Aim of the task
Tally the lines of the data that include the word "function". Only the number is to be returned.

Records shown
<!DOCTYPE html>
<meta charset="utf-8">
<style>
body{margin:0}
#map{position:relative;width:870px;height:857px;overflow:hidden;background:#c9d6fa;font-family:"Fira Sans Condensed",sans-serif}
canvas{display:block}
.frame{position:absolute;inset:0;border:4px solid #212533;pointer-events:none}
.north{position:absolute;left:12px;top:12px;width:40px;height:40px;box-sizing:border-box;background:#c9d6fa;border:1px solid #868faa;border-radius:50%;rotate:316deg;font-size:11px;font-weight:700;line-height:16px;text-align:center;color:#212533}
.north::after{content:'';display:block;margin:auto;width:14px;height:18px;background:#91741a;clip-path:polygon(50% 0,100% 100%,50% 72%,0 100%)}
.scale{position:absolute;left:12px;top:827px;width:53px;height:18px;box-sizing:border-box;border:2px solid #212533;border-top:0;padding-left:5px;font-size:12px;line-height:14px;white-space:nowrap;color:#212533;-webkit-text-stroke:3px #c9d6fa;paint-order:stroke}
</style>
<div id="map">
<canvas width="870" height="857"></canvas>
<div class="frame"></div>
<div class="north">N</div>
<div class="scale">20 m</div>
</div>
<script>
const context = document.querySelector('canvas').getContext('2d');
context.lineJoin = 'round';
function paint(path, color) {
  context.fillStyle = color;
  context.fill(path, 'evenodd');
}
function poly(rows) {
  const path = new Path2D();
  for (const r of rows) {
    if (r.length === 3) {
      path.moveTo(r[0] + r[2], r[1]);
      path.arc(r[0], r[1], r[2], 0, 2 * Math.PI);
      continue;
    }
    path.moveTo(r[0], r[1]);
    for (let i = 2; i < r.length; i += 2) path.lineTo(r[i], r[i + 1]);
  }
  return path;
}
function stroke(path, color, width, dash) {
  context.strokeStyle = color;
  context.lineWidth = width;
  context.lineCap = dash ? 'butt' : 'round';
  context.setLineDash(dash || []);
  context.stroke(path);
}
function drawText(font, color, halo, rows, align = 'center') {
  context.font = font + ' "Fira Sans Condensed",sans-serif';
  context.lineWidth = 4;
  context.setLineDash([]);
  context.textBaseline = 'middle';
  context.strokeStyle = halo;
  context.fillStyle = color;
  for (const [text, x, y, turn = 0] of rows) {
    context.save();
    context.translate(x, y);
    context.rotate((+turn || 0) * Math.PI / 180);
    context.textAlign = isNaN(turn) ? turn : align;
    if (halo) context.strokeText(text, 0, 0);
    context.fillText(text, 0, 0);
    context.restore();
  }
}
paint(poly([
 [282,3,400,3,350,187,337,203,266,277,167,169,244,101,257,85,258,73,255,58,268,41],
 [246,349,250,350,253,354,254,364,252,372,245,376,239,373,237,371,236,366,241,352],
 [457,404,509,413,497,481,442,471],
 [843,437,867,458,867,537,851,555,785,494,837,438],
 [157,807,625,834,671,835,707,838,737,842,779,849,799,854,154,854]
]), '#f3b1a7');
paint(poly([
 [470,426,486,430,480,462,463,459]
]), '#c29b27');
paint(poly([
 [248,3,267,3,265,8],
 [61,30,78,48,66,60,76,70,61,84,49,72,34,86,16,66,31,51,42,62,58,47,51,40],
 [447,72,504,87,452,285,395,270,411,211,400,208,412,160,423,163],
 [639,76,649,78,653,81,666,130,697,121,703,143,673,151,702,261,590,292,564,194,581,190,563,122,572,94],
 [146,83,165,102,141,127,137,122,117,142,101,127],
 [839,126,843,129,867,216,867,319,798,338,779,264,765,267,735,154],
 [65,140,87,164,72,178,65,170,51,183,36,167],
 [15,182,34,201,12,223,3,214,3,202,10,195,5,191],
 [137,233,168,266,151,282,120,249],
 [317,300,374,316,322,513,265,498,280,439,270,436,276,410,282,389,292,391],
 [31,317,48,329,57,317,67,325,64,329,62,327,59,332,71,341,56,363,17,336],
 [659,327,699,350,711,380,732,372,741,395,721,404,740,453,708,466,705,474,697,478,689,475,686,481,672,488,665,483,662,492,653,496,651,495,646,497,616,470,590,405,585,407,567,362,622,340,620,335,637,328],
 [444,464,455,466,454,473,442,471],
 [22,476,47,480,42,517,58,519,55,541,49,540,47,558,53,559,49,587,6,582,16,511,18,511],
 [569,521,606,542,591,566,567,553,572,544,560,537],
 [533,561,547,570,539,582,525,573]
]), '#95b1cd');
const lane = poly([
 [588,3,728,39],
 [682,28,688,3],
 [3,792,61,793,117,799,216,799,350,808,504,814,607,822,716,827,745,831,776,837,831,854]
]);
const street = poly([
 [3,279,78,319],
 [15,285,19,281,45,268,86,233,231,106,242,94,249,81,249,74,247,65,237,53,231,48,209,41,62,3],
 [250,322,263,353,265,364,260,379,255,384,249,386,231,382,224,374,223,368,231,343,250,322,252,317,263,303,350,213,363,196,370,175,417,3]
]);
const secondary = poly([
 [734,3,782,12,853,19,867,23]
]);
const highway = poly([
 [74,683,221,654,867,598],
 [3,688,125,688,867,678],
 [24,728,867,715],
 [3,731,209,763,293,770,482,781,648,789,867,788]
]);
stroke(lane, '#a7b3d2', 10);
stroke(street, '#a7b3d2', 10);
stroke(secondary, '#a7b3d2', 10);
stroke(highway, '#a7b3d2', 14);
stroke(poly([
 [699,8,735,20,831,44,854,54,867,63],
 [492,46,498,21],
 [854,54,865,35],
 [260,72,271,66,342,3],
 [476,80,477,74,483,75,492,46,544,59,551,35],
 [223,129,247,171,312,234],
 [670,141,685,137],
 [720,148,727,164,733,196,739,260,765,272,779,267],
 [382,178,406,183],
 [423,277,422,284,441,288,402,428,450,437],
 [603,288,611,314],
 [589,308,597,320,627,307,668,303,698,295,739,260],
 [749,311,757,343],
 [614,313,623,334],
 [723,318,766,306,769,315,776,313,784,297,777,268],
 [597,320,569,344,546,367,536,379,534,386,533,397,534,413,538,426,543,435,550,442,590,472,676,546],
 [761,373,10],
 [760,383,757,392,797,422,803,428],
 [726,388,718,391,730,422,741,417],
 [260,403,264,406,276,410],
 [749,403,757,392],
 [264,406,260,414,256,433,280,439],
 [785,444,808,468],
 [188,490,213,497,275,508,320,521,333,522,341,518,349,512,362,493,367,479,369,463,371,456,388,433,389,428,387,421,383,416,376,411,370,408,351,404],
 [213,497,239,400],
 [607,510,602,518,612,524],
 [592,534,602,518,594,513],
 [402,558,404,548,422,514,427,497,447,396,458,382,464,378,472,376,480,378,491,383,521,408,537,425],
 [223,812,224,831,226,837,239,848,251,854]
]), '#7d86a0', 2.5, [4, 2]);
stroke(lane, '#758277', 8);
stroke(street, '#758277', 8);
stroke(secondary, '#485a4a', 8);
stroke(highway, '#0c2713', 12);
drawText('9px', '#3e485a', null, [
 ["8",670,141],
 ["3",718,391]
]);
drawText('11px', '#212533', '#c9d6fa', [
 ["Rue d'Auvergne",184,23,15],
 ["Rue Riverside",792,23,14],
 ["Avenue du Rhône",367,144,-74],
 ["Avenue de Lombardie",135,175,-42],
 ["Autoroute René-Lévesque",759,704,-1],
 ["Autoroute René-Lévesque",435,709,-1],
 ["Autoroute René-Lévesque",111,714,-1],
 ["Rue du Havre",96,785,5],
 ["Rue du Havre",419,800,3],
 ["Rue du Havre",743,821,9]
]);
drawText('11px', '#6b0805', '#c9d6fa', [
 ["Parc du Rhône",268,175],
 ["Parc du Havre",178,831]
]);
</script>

Answer section
4